Further explanation or direction to juries on the meaning of the phrase, except to correct any misapprehensions which may have been created in jurors’ minds by advocates, has been discouraged by the superior courts ever since: see, for example, R v Cavkic, Athanasi & Clarke (No 2) [2009] VSCA 43 at [62] – [64].

A study of NSW jurors conducted by the Bureau of Crime Statistics & Research (BOCSAR) has just been published. In it, a total of 1225 people drawn from 112 different juries were surveyed to gather their responses around three main issues: first, how much of the proceedings did they feel that they comprehended; second, what was it about the proceedings that helped them to do so; and third, after deciding a person’s guilt or innocence, what did they consider beyond reasonable doubt to mean?

Some may be appalled by the number of respondents who thought the phrase meant, “sure [the] person is guilty”. Others may be horrified to see how many people thought it means, “Pretty likely [the] person is guilty”.

What was clear was that different jurors, even those sitting on the same jury, applied different standards of proof to their deliberations.
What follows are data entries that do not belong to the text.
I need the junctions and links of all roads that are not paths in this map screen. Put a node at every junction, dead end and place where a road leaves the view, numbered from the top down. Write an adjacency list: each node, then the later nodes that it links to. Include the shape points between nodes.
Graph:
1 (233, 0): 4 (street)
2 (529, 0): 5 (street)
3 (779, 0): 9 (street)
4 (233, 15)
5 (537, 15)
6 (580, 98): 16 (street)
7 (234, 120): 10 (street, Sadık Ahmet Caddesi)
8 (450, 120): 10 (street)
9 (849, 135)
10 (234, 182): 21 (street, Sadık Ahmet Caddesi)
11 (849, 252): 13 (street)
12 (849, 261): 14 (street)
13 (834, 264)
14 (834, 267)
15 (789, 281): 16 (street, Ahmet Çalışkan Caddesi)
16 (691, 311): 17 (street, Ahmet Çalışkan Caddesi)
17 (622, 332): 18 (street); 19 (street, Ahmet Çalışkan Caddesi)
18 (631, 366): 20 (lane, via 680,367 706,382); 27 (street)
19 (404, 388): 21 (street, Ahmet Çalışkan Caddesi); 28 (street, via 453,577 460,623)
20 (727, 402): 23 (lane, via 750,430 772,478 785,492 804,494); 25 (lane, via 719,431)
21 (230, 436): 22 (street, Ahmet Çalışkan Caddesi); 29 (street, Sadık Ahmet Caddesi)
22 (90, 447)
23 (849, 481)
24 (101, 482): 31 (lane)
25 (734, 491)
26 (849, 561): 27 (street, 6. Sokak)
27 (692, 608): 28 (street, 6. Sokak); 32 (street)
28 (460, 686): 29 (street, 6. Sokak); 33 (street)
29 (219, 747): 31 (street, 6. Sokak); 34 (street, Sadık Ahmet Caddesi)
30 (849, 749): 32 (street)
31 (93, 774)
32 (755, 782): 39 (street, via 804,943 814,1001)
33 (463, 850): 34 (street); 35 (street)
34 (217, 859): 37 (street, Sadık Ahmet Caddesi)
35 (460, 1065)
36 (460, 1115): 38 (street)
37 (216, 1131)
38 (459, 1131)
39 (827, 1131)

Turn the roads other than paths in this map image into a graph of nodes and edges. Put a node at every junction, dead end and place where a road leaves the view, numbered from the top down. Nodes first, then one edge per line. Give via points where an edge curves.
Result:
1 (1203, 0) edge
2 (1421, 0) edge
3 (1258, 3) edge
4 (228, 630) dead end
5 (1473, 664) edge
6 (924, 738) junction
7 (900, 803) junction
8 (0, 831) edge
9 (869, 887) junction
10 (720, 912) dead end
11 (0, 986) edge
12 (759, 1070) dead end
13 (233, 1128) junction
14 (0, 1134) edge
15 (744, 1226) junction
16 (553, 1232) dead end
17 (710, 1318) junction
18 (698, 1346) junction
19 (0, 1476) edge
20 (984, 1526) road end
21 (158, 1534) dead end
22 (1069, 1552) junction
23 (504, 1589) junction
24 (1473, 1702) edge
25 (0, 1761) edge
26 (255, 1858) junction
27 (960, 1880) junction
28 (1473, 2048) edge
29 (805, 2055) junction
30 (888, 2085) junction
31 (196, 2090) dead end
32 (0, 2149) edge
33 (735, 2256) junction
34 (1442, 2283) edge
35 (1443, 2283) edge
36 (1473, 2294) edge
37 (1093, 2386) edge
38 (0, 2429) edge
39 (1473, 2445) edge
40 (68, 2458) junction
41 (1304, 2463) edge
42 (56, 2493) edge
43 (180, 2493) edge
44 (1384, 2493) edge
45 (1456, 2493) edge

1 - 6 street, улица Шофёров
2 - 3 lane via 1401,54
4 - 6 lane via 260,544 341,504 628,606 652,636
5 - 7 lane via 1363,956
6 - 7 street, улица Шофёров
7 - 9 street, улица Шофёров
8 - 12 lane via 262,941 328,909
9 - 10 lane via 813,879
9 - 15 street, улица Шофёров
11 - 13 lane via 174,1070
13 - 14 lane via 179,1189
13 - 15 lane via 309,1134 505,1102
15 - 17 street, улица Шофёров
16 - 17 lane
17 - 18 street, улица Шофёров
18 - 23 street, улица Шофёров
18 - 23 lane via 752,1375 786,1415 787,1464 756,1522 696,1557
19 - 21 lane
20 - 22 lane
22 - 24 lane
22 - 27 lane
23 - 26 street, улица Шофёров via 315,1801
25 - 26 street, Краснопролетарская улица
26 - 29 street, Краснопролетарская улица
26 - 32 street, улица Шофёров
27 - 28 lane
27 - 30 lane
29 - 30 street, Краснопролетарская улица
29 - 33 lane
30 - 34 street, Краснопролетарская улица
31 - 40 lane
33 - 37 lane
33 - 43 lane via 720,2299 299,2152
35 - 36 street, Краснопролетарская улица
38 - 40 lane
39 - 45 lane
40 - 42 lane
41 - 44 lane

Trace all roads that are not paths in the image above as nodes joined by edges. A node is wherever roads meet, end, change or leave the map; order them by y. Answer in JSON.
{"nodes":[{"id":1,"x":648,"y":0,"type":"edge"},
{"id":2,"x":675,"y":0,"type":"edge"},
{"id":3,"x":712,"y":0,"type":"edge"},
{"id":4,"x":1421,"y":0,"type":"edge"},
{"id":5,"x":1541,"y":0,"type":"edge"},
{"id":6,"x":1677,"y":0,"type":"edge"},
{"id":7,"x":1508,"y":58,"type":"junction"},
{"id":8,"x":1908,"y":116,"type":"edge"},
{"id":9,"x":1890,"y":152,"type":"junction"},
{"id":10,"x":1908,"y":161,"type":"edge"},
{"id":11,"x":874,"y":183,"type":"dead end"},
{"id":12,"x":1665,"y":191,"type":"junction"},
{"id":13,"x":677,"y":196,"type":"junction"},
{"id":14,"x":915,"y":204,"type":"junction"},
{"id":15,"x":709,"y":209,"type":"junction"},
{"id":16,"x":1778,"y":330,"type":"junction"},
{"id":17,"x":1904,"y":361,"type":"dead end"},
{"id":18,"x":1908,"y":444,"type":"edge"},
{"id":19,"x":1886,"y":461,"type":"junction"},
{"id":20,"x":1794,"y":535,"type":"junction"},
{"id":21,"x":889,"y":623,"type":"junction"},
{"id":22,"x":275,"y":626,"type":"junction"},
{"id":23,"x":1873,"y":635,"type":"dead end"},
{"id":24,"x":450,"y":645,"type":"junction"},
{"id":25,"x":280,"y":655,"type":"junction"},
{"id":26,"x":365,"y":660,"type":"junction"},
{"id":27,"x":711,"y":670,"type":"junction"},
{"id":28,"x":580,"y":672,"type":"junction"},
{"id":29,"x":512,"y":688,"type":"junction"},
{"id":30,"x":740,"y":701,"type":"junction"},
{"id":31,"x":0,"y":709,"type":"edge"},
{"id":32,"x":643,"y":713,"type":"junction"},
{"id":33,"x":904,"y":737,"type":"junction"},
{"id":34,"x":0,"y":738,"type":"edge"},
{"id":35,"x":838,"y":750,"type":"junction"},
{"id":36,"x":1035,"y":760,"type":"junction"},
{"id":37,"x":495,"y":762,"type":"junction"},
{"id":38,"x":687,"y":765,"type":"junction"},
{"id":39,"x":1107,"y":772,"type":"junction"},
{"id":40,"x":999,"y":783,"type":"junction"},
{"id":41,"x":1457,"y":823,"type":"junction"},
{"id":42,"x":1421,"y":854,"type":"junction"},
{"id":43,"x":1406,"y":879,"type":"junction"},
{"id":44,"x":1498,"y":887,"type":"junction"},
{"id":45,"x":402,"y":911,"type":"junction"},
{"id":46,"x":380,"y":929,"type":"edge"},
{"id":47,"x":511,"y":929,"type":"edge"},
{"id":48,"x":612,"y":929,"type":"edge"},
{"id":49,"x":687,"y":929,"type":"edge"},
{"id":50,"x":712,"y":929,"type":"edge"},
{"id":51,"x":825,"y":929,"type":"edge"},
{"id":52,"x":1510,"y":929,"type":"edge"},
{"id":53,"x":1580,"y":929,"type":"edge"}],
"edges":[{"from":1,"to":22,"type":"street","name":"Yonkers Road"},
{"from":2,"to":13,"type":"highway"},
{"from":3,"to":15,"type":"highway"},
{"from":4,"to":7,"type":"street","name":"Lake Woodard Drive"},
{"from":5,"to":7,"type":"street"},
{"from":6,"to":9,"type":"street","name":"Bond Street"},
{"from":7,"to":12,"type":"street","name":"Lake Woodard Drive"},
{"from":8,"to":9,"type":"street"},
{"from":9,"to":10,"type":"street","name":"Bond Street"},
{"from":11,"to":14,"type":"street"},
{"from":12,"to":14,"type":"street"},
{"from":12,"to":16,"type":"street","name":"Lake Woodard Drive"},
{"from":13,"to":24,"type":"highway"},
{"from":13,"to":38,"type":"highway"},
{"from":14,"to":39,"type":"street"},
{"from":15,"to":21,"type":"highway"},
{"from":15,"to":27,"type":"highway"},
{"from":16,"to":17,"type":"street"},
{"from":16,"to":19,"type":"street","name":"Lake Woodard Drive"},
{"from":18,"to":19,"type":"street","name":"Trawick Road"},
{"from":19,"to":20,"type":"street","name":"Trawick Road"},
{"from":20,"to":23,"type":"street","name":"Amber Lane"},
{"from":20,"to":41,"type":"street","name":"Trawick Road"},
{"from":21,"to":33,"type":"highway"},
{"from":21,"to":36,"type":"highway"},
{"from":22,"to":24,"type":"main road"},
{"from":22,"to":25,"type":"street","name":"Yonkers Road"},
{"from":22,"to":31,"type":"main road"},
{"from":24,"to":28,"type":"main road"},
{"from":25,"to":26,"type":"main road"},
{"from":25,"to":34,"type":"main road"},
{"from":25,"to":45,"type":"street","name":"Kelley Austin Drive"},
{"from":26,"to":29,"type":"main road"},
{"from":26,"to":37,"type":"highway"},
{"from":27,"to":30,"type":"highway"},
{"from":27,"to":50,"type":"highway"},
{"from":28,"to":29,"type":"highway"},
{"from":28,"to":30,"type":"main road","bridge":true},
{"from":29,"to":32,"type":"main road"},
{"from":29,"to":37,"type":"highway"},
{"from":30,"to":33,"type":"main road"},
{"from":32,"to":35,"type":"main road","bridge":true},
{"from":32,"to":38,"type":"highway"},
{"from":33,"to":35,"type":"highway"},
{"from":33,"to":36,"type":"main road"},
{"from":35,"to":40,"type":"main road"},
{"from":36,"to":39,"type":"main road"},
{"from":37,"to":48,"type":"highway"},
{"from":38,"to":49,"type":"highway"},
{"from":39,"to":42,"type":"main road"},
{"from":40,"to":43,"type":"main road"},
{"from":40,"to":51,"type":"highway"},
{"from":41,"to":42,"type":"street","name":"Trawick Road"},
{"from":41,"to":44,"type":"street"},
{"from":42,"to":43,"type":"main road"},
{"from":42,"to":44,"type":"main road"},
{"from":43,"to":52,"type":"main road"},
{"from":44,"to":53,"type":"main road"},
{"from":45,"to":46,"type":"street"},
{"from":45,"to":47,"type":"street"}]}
2 thoughts on “Beyond reasonable doubt

  1. Anonymous

    The Victorian Court of Appeal in the earlier Cavkic Athanasi Clarke appeal in 2005 decided that the jury should have been told that reasonable doubt cannot be expressed as a percentage, in contrast to the civil balance of probabilities which is a percentage.This decision needs to be referred to in any discussion about percentages.The Court of Appeal in 2005 ordered a retrial, and the three were eventually convicted in 2009.

  2. Anonymous

    The Victorian Court of Appeal in the earlier Cavkic Athanasi Clarke appeal in 2005 decided that the jury should have been told that reasonable doubt cannot be expressed as a percentage, in contrast to the civil balance of probabilities which is a percentage.This decision needs to be referred to in any discussion about percentages.The Court of Appeal in 2005 ordered a retrial, and the three were eventually convicted in 2009.